Comment 0 for bug 2007746

Revision history for this message
Mustafa Kemal Gilor (mustafakemalgilor) wrote :

[ Impact ]

 * Microsoft Azure NV-series instances with NVidia GRID drivers started to experience xserver crashes while following Microsoft's official guide to installing Nvidia drivers [1].

 * Root cause analysis showed that it was due to having a device with BusID "PCI:0@<domain_id>:0:0", where domain id is >= 32767 while the hyperv_drm kernel module is loaded.

 * Removing either the BusID specification or unloading the hyperv_drm kernel module seems to fix the crash.

 * The crash is happening while X.server is trying to enumerate PCI devices. X.server dereferences a NULL pointer while trying to access to the PCI device info.

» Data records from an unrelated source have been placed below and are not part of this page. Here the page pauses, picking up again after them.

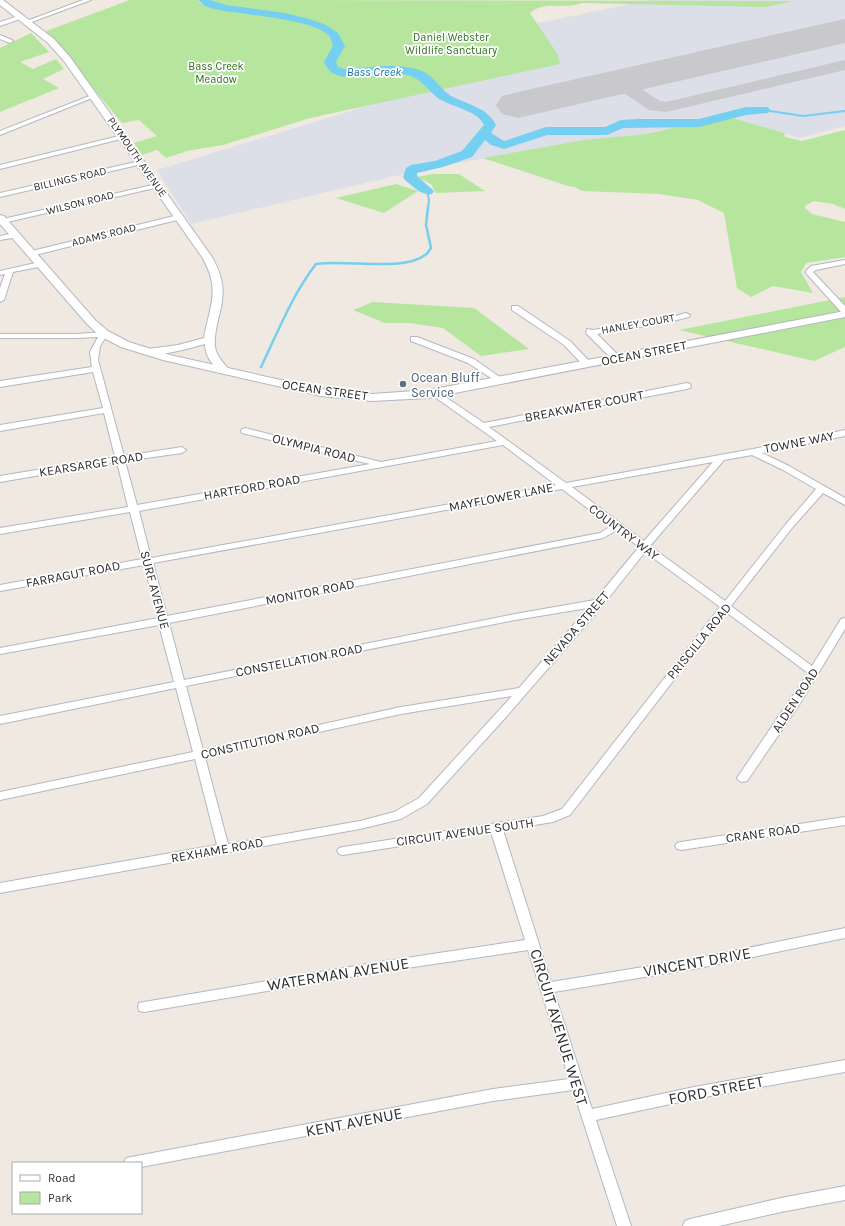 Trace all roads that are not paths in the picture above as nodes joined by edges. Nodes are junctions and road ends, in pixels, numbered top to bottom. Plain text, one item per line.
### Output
1 (88, 0) edge
2 (2, 1) edge
3 (24, 20) junction
4 (1, 23) edge
5 (0, 37) edge
6 (10, 41) dead end
7 (94, 96) junction
8 (0, 133) edge
9 (123, 138) junction
10 (140, 163) junction
11 (0, 167) edge
12 (157, 186) junction
13 (0, 195) edge
14 (178, 216) junction
15 (2, 219) edge
16 (15, 235) junction
17 (0, 238) edge
18 (31, 254) junction
19 (845, 262) edge
20 (40, 264) junction
21 (10, 270) junction
22 (0, 273) edge
23 (0, 300) edge
24 (516, 308) dead end
25 (845, 313) edge
26 (686, 315) dead end
27 (104, 334) junction
28 (0, 336) edge
29 (414, 339) dead end
30 (208, 340) junction
31 (148, 352) junction
32 (616, 358) junction
33 (587, 364) junction
34 (96, 369) junction
35 (225, 371) junction
36 (500, 380) junction
37 (0, 384) edge
38 (687, 386) dead end
39 (435, 393) junction
40 (107, 410) junction
41 (482, 426) junction
42 (0, 428) edge
43 (245, 432) dead end
44 (845, 433) edge
45 (504, 442) junction
46 (182, 450) dead end
47 (753, 452) junction
48 (721, 458) junction
49 (119, 459) junction
50 (382, 464) junction
51 (0, 479) edge
52 (562, 485) junction
53 (822, 488) junction
54 (845, 502) edge
55 (133, 509) junction
56 (617, 526) junction
57 (0, 531) edge
58 (644, 547) junction
59 (147, 561) junction
60 (0, 588) edge
61 (599, 602) junction
62 (727, 607) junction
63 (163, 620) junction
64 (845, 621) edge
65 (0, 651) edge
66 (813, 672) junction
67 (180, 684) junction
68 (522, 691) junction
69 (0, 720) edge
70 (199, 755) junction
71 (743, 778) dead end
72 (0, 796) edge
73 (427, 796) joint
74 (578, 797) joint
75 (845, 821) edge
76 (496, 828) junction
77 (680, 846) dead end
78 (224, 848) junction
79 (343, 852) dead end
80 (0, 888) edge
81 (845, 933) edge
82 (533, 944) junction
83 (548, 988) junction
84 (144, 1007) dead end
85 (845, 1066) edge
86 (576, 1084) junction
87 (587, 1116) junction
88 (136, 1162) edge
89 (845, 1194) edge
90 (624, 1226) edge
91 (690, 1226) edge

1 - 3 street
2 - 3 street, PLYMOUTH AVENUE
3 - 4 street
3 - 7 street, PLYMOUTH AVENUE
5 - 6 street
7 - 8 street
7 - 9 street, PLYMOUTH AVENUE
9 - 10 street, PLYMOUTH AVENUE
9 - 11 street
10 - 12 street, PLYMOUTH AVENUE
10 - 13 street, BILLINGS ROAD
12 - 14 street, PLYMOUTH AVENUE
12 - 15 street, WILSON ROAD
14 - 18 street, ADAMS ROAD
14 - 30 street, PLYMOUTH AVENUE
15 - 16 main road, OCEAN STREET
16 - 17 street
16 - 18 main road, OCEAN STREET
18 - 20 main road, OCEAN STREET
19 - 25 street
20 - 21 street
20 - 27 main road, OCEAN STREET
21 - 22 street
21 - 23 street
24 - 33 street
25 - 32 main road, OCEAN STREET
26 - 32 street, HANLEY COURT
27 - 28 street
27 - 31 main road, OCEAN STREET
27 - 34 street, SURF AVENUE
29 - 36 street
30 - 31 street
30 - 35 street
31 - 35 main road, OCEAN STREET
32 - 33 main road, OCEAN STREET
33 - 36 main road, OCEAN STREET
34 - 37 street
34 - 40 street, SURF AVENUE
35 - 39 main road, OCEAN STREET
36 - 39 main road, OCEAN STREET
38 - 41 street, BREAKWATER COURT
39 - 41 street, COUNTRY WAY
40 - 42 street
40 - 49 street, SURF AVENUE
41 - 45 street, COUNTRY WAY
43 - 50 street, OLYMPIA ROAD
44 - 47 street, TOWNE WAY
45 - 50 street, HARTFORD ROAD
45 - 52 street, COUNTRY WAY
46 - 49 street, KEARSARGE ROAD
47 - 48 street, MAYFLOWER LANE
47 - 53 street
48 - 52 street, MAYFLOWER LANE
48 - 58 street, NEVADA STREET
49 - 51 street, KEARSARGE ROAD
49 - 55 street, SURF AVENUE
50 - 55 street, HARTFORD ROAD
52 - 56 street, COUNTRY WAY
52 - 59 street, MAYFLOWER LANE
53 - 54 street
53 - 62 street, PRISCILLA ROAD
55 - 57 street, HARTFORD ROAD
55 - 59 street, SURF AVENUE
56 - 58 street, COUNTRY WAY
56 - 63 street, MONITOR ROAD
58 - 61 street, NEVADA STREET
58 - 62 street, COUNTRY WAY
59 - 60 street, FARRAGUT ROAD
59 - 63 street, SURF AVENUE
61 - 67 street, CONSTELLATION ROAD
61 - 68 street, NEVADA STREET
62 - 66 street, COUNTRY WAY
62 - 74 street, PRISCILLA ROAD
63 - 65 street, MONITOR ROAD
63 - 67 street, SURF AVENUE
64 - 66 street, ALDEN ROAD
66 - 71 street, ALDEN ROAD
67 - 69 street, CONSTELLATION ROAD
67 - 70 street, SURF AVENUE
68 - 70 street, CONSTITUTION ROAD
68 - 73 street, NEVADA STREET
70 - 72 street, CONSTITUTION ROAD
70 - 78 street, SURF AVENUE
73 - 78 street, REXHAME ROAD
74 - 76 street, CIRCUIT AVENUE SOUTH
75 - 77 street, CRANE ROAD
76 - 79 street, CIRCUIT AVENUE SOUTH
76 - 82 street, CIRCUIT AVENUE WEST
78 - 80 street, REXHAME ROAD
81 - 83 street, VINCENT DRIVE
82 - 83 street, CIRCUIT AVENUE WEST
82 - 84 street, WATERMAN AVENUE
83 - 86 street, CIRCUIT AVENUE WEST
85 - 87 street, FORD STREET
86 - 87 street, CIRCUIT AVENUE WEST
86 - 88 street, KENT AVENUE
87 - 90 street, CIRCUIT AVENUE WEST
89 - 91 street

 * The reason why it only happens while the hyperv_drm kernel module is loaded is that the hyperv_drm module does not expose PCI hardware information since it's a virtual device.

 * The upstream patch [2] addresses the issue and it's confirmed that the xserver with the patch does not experience the crash.

 * Ubuntu Focal `xorg-server` package does not include the patch [2] at the moment (xserver-xorg-core=2:1.20.13-1ubuntu1~20.04.6).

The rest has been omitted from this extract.